Дома Роуз разрывается между тем, чтобы донимать меня вопросами о том, что ем, сколько работаю, занимаюсь ли я спортом, и тем, чтобы всячески меня баловать. Вчера, например, я пришла домой и обнаружила, что она стоит на коленях и готовит спа для стоп – «чтобы расслабиться после целого дня на ногах».
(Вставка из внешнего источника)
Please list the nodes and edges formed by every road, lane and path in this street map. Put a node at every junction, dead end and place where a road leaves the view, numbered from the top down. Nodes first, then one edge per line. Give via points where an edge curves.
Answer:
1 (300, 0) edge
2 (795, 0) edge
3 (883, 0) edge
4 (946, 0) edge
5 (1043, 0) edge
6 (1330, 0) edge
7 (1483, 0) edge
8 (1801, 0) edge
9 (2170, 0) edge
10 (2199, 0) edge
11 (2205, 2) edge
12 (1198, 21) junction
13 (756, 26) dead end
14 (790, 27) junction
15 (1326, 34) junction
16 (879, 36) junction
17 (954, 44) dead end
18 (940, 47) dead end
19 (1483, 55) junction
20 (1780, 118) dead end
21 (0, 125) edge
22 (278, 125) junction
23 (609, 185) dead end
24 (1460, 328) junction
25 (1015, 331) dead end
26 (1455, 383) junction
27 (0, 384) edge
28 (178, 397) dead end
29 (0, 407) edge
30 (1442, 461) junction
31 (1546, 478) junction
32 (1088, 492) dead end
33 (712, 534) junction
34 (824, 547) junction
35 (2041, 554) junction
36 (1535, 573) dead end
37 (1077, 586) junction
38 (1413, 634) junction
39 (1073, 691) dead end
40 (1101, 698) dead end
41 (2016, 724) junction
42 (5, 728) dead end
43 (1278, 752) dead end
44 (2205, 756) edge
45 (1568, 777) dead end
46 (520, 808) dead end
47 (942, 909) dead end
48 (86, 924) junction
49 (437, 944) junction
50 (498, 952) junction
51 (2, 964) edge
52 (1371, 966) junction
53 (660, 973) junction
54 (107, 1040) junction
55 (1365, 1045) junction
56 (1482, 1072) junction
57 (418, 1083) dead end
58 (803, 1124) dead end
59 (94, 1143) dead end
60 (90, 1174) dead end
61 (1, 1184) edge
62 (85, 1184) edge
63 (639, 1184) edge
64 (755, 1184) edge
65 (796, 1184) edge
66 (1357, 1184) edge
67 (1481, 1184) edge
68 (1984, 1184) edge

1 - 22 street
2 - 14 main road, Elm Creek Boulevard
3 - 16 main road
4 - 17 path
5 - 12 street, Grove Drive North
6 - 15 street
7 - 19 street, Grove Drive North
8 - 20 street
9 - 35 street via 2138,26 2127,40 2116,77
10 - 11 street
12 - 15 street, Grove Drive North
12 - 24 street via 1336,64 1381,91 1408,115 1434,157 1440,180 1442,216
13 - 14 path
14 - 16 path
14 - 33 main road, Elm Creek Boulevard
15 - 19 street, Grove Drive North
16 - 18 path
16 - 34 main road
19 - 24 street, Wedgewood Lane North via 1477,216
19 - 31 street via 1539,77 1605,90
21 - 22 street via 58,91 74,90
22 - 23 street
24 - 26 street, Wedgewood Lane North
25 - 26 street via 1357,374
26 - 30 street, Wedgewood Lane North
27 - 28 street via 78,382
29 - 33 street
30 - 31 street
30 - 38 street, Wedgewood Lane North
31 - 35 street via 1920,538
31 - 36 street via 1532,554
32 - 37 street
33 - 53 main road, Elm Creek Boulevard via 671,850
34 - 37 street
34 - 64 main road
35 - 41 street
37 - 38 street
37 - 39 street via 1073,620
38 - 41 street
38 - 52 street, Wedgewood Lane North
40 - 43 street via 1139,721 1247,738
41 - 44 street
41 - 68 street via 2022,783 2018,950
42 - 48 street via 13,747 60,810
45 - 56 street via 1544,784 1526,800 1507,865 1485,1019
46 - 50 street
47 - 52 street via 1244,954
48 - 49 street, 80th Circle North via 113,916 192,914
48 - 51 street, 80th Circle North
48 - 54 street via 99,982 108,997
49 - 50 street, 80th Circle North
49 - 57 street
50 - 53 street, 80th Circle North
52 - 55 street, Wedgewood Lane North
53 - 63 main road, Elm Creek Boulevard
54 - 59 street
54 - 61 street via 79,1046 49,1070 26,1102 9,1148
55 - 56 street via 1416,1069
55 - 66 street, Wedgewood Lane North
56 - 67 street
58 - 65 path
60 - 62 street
Оуэн, по ее словам, закончит контракт и вернется как раз к рождению ребенка. Я с нетерпением жду его возвращения, и Роуз, как видно, тоже. Она часто и без конца благодарит меня за то,
Каждый день я думаю об Уолли. Не то чтобы я вспоминаю о нем или «позволяю» себе изредка о нем думать. Он живет на задворках моего сознания, он в каждой моей мысли, как дымчатый край старой фотографии. Он мысленно со мной, когда я смотрю на кого-то, когда прихожу куда-то на пятнадцать минут раньше; каждый раз, когда вставляю беруши или надеваю очки. Каждый раз, когда я чувствую движение в животе. Он часть всего.
Время от времени, когда Роуз ложится спать, я ищу в интернете его имя. Обычно попадаются только старые статьи про «Шаут!». Но вот однажды, когда я на седьмом месяце, о нем появляется новая статья, с фотографией. Уолли в темно-синем костюме с зауженными брюками. Волосы зачесаны набок, новые очки, и выглядит он очень испуганным. В статье анонсируется его новое приложение «ФоллоуАп», а заголовок гласит, что он «вернулся на сцену с приложением, которое затмило „Шаут!“». Я не читаю статью, меня захватывает фотография. Я прикасаюсь к экрану, едва ли не ожидая почувствовать его щетинистую кожу под своими пальцами. Затем, убедившись, что Роуз нет поблизости, наклоняюсь и целую экран, прямо в губы Уолли.